Quantitative easing describes a form of monetary policy used by central banks to increase the supply of money in an economy when the bank interest rate, discount rate and / or interbank interest are either at, or close to zero. (Wikipedia) This news may have sent mixed signals to traders and cause Concern for pending inflation….

Gold is a preferred hedge against inflation as it tends to retain its value better than most commodities during times of crisis.  There is certainly conflicting opinions concerning the U.S economy as the recent jobs and foreclosure data state we are far from our goal. The situation in the European Union is still very fragile despite hints that the worse may be behind them…

Japan’s economy is sluggish and once again China’s trade surplus was better than anticipated as the reading for July recorded a surplus of $27.8 Billion…

On Thursday the U.S Department of Labor released data showing the Initial Jobless Claims rose by 2,000 to 484,000…

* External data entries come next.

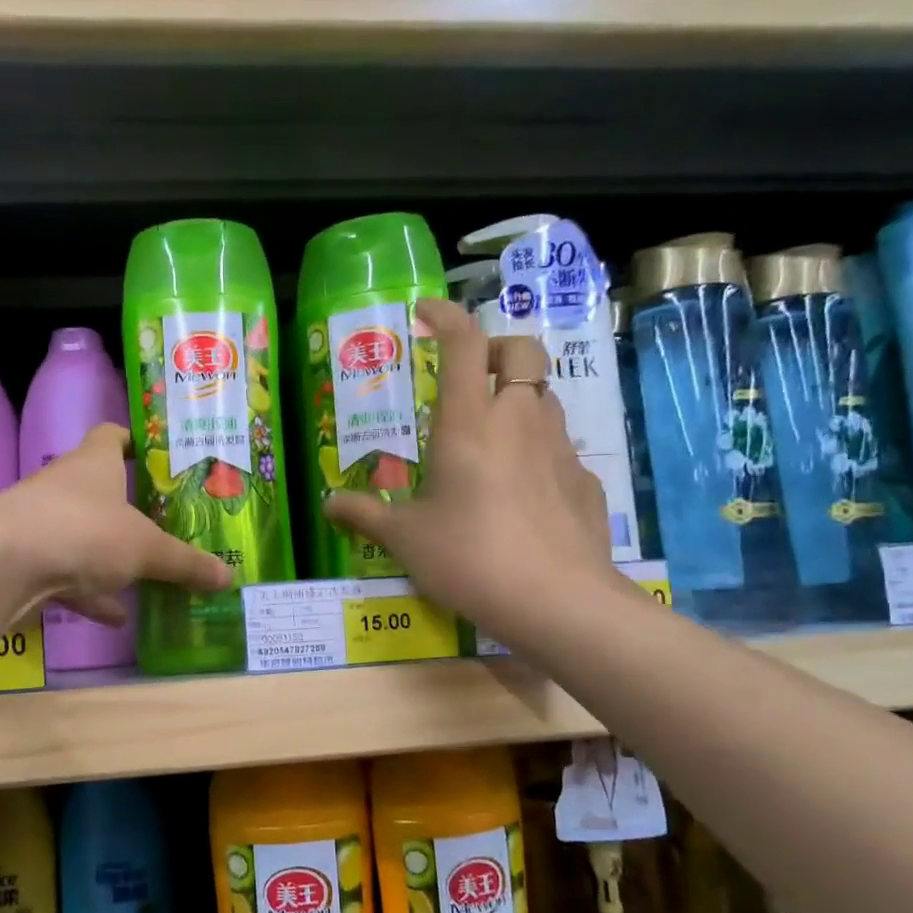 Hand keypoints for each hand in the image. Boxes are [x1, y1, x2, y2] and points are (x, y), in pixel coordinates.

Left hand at [0, 423, 232, 624]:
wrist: (4, 564)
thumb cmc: (84, 531)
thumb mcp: (146, 548)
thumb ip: (186, 563)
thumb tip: (229, 577)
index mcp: (95, 463)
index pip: (112, 435)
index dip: (134, 441)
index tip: (158, 457)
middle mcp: (66, 485)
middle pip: (100, 489)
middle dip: (129, 507)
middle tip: (165, 524)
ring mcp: (43, 523)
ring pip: (84, 535)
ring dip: (111, 557)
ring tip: (147, 577)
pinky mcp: (28, 560)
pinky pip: (68, 574)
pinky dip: (91, 593)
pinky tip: (116, 616)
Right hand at [325, 299, 621, 633]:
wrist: (555, 601)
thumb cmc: (468, 557)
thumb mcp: (405, 538)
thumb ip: (365, 515)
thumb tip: (329, 506)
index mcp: (469, 422)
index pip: (464, 342)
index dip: (446, 316)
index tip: (425, 312)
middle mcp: (518, 420)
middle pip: (522, 351)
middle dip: (497, 348)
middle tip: (471, 374)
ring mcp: (559, 447)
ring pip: (545, 396)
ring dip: (519, 397)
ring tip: (492, 435)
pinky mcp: (584, 480)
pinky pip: (560, 447)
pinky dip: (539, 450)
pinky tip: (522, 490)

This figure is a six month high and an indication to investors that the labor and foreclosure struggles not only persist they are getting worse. This coupled with the uncertainty in the European Union has investors fleeing equity markets and seeking “safer haven” investments..

There has been a continued demand for physical bullion especially from the Jewelers of India as they prepare for their September – December Festival and Wedding season. India is the world’s largest consumer of Gold and is estimated to purchase roughly 20% of the world’s Gold annually………

These higher prices may slow the demand for physical however, with the upcoming Wedding and Festival season rapidly approaching (September-December) in India it is certain the jewelers will need bullion to meet their insatiable demand…  With 8 Million unemployed Americans and a record foreclosure rate expected amazingly our Dollar is the fiat currency of choice… Is there any wonder why the price of Gold remains high?

The physical demand globally remains high for Gold and Silver as investors prefer tangible “safe haven” investments that retain value better than most commodities…

This is simply SUPPLY and DEMAND…(lots of demand)….

Friday, August 13, 2010 …

Gold Settled at $1216.60…

*There is KEY technical RESISTANCE between $1220.00 & $1225.00*

My Swing Numbers For Monday 8/16…December Gold….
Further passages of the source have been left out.